Zina is so right, its what goes on behind the dots that makes it Irish. If it ain't got that zing it ain't Irish traditional music.
And Michael, in another thread is also right: there is a problem with people who can't hear the difference. If they are such radical musicians that they think they can get up and do it straight off, perhaps they would be better off playing something else! Any old dance music that doesn't have that wonderfully elusive extra dimension. Yueudi Menuin admitted to it. He could play folk music but not Irish. And that says it all.
Cheers
Hmmm. Well, I think everyone has their own reasons for loving the music, and everyone has their own ways of coming to the music, and that they're all just fine -- some are perhaps more "authentic", but if you take that to its logical extreme, the only people who would be allowed to play the music would be the actual Irish. As a Chinese American, I'd be one of the first to have to go, and I'd definitely fight that.

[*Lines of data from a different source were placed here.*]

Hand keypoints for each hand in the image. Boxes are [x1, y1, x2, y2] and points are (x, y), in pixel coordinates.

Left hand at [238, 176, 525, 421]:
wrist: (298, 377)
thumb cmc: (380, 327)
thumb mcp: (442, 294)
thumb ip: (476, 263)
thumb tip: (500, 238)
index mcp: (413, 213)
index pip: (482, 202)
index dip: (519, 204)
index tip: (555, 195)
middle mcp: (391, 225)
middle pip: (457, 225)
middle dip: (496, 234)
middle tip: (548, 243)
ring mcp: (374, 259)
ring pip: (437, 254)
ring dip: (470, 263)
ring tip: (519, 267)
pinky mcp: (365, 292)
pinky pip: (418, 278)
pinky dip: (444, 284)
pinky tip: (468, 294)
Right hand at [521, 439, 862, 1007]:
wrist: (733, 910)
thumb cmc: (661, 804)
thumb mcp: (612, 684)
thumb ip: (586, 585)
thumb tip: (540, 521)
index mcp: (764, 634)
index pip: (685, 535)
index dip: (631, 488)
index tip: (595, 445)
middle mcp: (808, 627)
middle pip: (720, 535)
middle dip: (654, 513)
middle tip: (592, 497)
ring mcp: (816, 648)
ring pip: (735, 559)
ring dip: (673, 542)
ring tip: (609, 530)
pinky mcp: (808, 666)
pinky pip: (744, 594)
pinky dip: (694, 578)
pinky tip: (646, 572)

When I first started, I had no one to teach me, and no one around to show me how important the feel was -- I didn't even own any recordings of anything but feis music. I started from written music, because I didn't know any better, one, and, two, it was the only way I had to learn. I didn't even know enough to know that it was an aural tradition, or that there WAS a difference in feel. Yet I think that now I perhaps contribute a little more than I detract to the tradition. So I'm glad no one took away my sheet music from me at the time, and that the few players I knew were encouraging and didn't shun me because of it. I'm glad, Wayne, that your session was welcoming to your classical gal in a way that she could understand, and hope that someday she'll be a valuable contributor to your session. Sounds like she has a fine ear if she could already hear a difference in feel.
A session allows what a session allows, depending on the makeup of contributors. I don't have any real problem with a session that wants to allow sheet music (although we don't allow it at ours -- because that's what our session is about...learning to learn aurally). I probably wouldn't spend much time at that sort of a session, admittedly, but it's no skin off my teeth if a group of people want to do what they want to do at their own session.

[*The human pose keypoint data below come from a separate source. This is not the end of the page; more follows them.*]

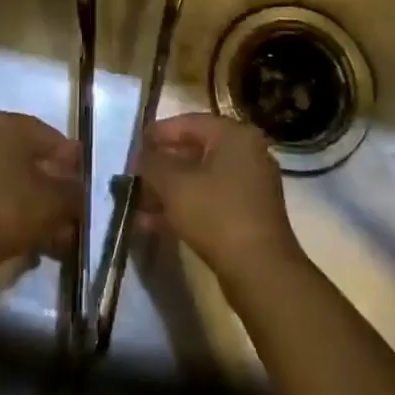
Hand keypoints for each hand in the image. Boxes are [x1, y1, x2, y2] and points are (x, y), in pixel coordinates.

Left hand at [0, 111, 81, 288]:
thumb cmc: (7, 209)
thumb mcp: (54, 201)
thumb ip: (74, 191)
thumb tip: (79, 190)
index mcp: (8, 124)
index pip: (51, 137)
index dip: (72, 163)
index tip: (83, 188)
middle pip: (31, 160)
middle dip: (54, 188)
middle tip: (71, 213)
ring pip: (14, 182)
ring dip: (37, 206)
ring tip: (56, 236)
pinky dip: (15, 214)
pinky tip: (31, 240)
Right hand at [138, 112, 302, 283]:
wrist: (260, 271)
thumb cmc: (216, 214)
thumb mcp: (174, 184)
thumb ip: (152, 163)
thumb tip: (140, 155)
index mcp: (234, 135)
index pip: (189, 122)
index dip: (158, 133)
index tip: (134, 147)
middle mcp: (247, 153)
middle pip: (195, 150)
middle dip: (162, 166)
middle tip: (135, 176)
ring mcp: (250, 185)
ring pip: (200, 179)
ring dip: (169, 190)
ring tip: (139, 204)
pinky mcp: (248, 215)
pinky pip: (210, 200)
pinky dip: (185, 207)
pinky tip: (154, 224)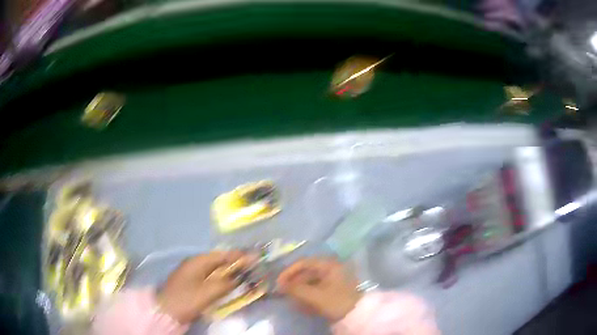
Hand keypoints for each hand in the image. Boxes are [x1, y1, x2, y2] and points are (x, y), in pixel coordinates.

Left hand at [157, 251, 253, 323]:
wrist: (166, 311)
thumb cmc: (187, 299)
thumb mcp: (208, 292)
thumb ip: (226, 284)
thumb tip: (240, 277)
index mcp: (197, 261)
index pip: (222, 255)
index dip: (238, 256)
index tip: (254, 258)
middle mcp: (194, 264)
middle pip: (219, 261)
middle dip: (235, 264)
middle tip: (252, 268)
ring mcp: (192, 273)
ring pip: (215, 270)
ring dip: (229, 273)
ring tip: (244, 276)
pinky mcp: (191, 283)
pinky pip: (210, 278)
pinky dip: (221, 280)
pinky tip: (228, 285)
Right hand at [277, 258, 361, 321]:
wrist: (358, 315)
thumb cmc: (336, 301)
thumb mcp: (314, 296)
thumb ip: (296, 289)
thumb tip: (280, 285)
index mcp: (328, 265)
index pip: (303, 263)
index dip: (289, 272)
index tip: (279, 283)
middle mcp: (331, 269)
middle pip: (307, 273)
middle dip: (294, 284)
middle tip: (283, 294)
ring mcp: (334, 280)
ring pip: (311, 283)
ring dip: (300, 292)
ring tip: (292, 302)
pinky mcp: (335, 291)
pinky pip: (317, 290)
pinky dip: (308, 297)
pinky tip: (302, 306)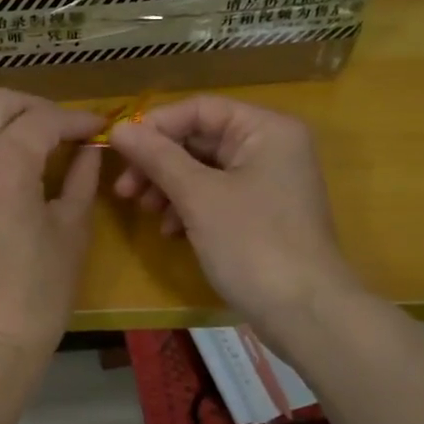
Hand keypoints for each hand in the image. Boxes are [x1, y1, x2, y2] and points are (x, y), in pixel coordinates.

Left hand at [0, 89, 103, 352]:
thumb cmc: (37, 293)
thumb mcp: (71, 232)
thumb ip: (80, 178)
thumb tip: (88, 149)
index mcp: (2, 164)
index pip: (42, 120)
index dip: (75, 119)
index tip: (98, 128)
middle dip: (36, 107)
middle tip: (64, 128)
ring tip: (25, 135)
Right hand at [108, 95, 361, 346]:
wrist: (305, 314)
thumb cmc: (253, 244)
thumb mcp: (199, 197)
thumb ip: (157, 158)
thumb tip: (117, 129)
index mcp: (266, 129)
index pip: (200, 109)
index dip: (156, 125)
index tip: (119, 150)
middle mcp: (271, 147)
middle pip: (201, 138)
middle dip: (159, 162)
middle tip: (124, 188)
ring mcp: (268, 182)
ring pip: (205, 169)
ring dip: (169, 186)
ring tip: (144, 210)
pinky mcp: (262, 213)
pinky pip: (216, 195)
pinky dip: (189, 206)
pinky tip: (170, 230)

There's all kinds of sessions. Some are more inclusive or exclusive than others. Some don't care about the music so much as the crack (and it can be argued that that is the most authentic kind of Irish session there is). Some are completely closed sessions for members of a certain family or group only. You can always find or start a session if you don't care for your local. I think that's the way it should be.
Ha ha, It's so easy to wind you guys up. I knew slagging the Cheif off would do it.
This discussion is such fun, I've just taken the time to go back and read the lot from the start (phew) and it's amazing that, when it comes down to it, there is no dissagreement at all.
I love all this "No, the point I was making was..." etc. It really focuses the mind on why the hell we do this diddly thing in the first place.
I like the story of the classical girl. But it seems a shame that we pity her. It sounded to me that she was coming at it from the right angle: she knew she couldn't do it, (yet).
I really don't think it matters how you come to diddly music, whether you read it first in a book, were born into it or, as I did, just got totally bold over by The Bothy Band in my early teens. And it certainly doesn't matter if your Irish or not. That's the one that really gets my goat. It's like that "havn't black people got great rythm" thing. AAAAARRGGHH
What matters is that you use your ears (Like Jimi Hendrix did)
and that's the whole point about "learning by ear"
D'you mean, like, "I'm black and I'm prrrroud!", Michael? *grin* (I really need to see The Commitments again.) I'd also agree that there's not a whole lot of actual disagreement going on. I think we're all pretty much agreed on the big stuff. Details, now, it's details that start the wars. So it's always good to remember we're still connected by the big stuff.
Though it's an interesting point -- at most sessions, they're not set up for beginners. You'd normally never think of slowing down and teaching someone who doesn't know how to learn by ear how to do it in the middle of a normal session.
I still remember, before being taught that listening was just as valuable as playing, being anxious to play but unable to either keep up or not knowing the tunes. (In fact, remembering that is part of how I can be patient -- not my usual state -- at our tune learning session.) Fair play and more to you, Wayne, for remembering it too. I too think that Classical Girl has no need of our pity, what with folks like you to look after her. Are you going to help her to get the feel outside the session?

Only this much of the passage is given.